When Joe returned home he found Harry hard at work dressing the deer skins, and he went to work to fix up the head and antlers of the buck, so that they might be hung up in the living room for a coat and hat rack, as Harmony had suggested.

As mentioned before, it had been a hot day, and when the sun went down it was hardly any cooler. There was scarcely a breath of air stirring, and, as a consequence, scarcely anybody felt like retiring to the rather stuffy bedchambers of the log cabin until sleep could no longer be put off.

As tired as he was, Harry could not sleep until long after he had gone to bed. He lay with Joe, and he rather envied his chum, who slept peacefully. When at last Harry did go to sleep he dreamed of shooting deer, and of being gored by the big buck, and about an hour later he awoke with a start and dripping with perspiration.

“Oh, what a dream!” he murmured to himself, and sat bolt upright, he could not tell why.

Joe still slept, and so did the youth’s father and Ezra Winship, who occupied the second bed in the room. From outside the faint rays of the old moon cast a dim light into the room.

Feeling thirsty, Harry resolved to go out to the living room for a drink. Not to awaken the others, he crawled from the bed as silently as possible, and tiptoed his way to the other part of the cabin.

The water in the crock was warm and stale, and having tasted of it Harry spit it out into the fireplace.

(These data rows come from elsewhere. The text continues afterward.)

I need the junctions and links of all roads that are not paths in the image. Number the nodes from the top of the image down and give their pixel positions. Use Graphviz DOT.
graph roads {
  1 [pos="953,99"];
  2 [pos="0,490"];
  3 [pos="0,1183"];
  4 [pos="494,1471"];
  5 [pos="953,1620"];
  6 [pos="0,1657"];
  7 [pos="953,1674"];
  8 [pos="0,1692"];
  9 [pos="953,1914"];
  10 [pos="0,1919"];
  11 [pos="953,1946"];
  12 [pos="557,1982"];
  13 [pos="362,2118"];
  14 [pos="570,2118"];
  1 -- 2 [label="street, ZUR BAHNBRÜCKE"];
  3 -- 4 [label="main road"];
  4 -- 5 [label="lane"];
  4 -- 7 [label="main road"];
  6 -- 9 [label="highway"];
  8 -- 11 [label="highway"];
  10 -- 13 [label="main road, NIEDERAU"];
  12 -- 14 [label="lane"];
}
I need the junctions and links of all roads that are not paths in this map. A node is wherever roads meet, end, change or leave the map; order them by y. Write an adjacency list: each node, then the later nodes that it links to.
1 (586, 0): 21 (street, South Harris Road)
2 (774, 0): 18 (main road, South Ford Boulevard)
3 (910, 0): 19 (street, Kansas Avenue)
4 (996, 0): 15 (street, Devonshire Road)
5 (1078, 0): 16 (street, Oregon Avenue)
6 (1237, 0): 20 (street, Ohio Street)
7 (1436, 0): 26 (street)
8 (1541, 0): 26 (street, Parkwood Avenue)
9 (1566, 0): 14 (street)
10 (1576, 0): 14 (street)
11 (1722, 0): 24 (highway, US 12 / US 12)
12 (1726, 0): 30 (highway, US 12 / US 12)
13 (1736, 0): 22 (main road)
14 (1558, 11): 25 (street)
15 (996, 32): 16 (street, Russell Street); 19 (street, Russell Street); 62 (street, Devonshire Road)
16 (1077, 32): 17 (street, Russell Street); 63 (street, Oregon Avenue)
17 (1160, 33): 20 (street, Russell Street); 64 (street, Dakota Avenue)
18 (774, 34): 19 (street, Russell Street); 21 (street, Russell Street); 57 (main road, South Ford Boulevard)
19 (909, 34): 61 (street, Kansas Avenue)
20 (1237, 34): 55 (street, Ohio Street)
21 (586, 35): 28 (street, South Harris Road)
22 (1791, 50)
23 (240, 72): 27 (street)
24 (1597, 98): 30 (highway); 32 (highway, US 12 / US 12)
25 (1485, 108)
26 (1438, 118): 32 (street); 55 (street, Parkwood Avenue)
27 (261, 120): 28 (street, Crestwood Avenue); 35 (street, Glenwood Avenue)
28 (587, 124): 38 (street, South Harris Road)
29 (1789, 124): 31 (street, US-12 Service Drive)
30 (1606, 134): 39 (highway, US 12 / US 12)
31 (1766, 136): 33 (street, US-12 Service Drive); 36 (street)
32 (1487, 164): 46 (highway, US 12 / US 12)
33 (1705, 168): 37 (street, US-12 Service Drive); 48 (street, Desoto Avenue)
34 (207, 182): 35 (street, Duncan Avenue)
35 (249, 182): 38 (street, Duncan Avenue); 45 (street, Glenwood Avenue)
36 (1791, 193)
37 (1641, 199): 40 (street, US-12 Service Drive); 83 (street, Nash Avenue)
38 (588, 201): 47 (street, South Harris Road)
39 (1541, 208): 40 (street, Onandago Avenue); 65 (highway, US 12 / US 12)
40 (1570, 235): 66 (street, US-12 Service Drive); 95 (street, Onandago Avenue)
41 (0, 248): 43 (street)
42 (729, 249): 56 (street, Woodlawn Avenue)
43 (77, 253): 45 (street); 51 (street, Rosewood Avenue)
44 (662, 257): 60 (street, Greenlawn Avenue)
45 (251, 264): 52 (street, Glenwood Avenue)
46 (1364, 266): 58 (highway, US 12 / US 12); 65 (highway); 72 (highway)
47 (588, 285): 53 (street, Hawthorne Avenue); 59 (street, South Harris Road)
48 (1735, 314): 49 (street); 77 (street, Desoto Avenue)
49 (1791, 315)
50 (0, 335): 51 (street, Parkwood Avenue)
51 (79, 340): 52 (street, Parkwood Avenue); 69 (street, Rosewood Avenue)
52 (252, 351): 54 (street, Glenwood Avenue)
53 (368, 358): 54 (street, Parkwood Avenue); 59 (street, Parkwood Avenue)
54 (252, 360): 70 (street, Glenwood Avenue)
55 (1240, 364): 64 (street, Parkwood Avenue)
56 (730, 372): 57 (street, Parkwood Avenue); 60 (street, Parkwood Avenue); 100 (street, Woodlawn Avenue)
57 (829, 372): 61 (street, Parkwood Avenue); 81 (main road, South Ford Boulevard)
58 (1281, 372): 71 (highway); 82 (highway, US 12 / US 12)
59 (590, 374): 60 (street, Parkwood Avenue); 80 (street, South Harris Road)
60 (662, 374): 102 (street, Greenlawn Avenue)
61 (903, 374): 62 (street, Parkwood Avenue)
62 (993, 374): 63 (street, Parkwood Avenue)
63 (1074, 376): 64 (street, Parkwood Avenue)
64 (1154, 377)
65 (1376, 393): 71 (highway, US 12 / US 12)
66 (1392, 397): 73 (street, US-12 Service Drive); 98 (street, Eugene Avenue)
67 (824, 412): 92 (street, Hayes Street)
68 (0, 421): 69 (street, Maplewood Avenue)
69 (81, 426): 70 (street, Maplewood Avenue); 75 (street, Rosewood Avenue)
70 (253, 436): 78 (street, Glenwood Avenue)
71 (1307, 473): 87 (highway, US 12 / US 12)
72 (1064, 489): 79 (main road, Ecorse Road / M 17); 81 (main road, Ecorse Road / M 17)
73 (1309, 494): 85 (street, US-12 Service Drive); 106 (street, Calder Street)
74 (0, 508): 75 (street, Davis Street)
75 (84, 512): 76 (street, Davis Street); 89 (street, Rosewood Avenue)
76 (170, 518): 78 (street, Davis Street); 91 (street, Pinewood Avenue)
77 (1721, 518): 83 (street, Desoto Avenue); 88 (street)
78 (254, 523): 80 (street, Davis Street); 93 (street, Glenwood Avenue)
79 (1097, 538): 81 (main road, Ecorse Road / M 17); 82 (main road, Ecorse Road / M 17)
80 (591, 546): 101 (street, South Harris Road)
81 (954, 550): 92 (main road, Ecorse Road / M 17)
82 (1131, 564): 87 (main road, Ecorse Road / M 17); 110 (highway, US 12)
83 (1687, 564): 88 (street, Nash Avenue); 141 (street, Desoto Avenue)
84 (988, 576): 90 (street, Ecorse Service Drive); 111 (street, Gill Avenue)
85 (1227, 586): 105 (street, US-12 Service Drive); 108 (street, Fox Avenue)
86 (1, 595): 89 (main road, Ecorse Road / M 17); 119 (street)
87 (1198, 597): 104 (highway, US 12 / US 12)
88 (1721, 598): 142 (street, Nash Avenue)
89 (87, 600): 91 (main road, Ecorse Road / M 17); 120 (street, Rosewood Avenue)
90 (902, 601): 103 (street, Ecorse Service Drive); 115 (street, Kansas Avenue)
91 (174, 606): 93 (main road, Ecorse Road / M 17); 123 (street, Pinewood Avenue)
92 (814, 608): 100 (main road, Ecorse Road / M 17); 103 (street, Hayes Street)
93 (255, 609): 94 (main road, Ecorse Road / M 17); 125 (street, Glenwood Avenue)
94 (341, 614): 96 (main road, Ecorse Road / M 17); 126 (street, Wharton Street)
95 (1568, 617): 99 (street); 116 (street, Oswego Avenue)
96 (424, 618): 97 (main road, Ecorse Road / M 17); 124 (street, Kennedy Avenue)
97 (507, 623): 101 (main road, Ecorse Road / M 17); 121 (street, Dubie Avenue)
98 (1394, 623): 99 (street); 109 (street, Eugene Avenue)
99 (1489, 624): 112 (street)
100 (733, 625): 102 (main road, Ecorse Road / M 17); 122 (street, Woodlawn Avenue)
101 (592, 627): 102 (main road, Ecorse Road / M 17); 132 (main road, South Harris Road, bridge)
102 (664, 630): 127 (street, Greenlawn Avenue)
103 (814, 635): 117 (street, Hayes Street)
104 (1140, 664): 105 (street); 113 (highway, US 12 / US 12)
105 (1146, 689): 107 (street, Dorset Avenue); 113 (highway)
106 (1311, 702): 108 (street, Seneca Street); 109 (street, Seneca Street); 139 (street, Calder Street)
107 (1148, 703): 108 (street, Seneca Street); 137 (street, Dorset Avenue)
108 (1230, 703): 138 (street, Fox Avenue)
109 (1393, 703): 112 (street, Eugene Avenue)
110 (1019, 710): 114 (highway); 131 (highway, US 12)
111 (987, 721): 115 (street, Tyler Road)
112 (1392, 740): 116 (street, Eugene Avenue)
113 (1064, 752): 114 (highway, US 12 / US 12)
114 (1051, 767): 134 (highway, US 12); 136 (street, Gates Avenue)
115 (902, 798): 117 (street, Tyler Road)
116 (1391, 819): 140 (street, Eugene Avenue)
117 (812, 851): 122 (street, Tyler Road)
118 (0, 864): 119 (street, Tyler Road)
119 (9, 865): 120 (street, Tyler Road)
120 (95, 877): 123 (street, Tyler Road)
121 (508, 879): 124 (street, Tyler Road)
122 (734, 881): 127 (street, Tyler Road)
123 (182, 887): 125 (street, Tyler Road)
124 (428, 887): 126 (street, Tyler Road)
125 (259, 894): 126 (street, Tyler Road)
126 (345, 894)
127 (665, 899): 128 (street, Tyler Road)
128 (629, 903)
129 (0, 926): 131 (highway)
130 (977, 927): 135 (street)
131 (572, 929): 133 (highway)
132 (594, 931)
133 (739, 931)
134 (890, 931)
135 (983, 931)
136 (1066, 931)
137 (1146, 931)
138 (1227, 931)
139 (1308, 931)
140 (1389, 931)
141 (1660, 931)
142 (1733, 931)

“I’ll go out to the spring and get a fresh drink. The air will do me good,” he reasoned, and tiptoeing his way back to the bedchamber he slipped on his outer garments for that purpose.

As he made his way to the living room door he saw a shadow glide over the floor, as if something had come in between the rays of the moon and the window close at hand. He looked up, but on the instant the shadow was gone.

Harry stopped short and caught his breath. Was he half asleep still, or had somebody really passed the window? Several times he asked himself that question, but could frame no satisfactory answer.

“I’ll soon make sure,” he murmured, and reached for his gun, which at night was laid on a shelf, loaded and primed for immediate use.

As he caught up the weapon a scraping sound from outside reached his ear. Then came a flare of light through a crack between the cabin logs, and like a flash he realized the truth.

Some enemy was outside, and was on the point of setting the cabin on fire.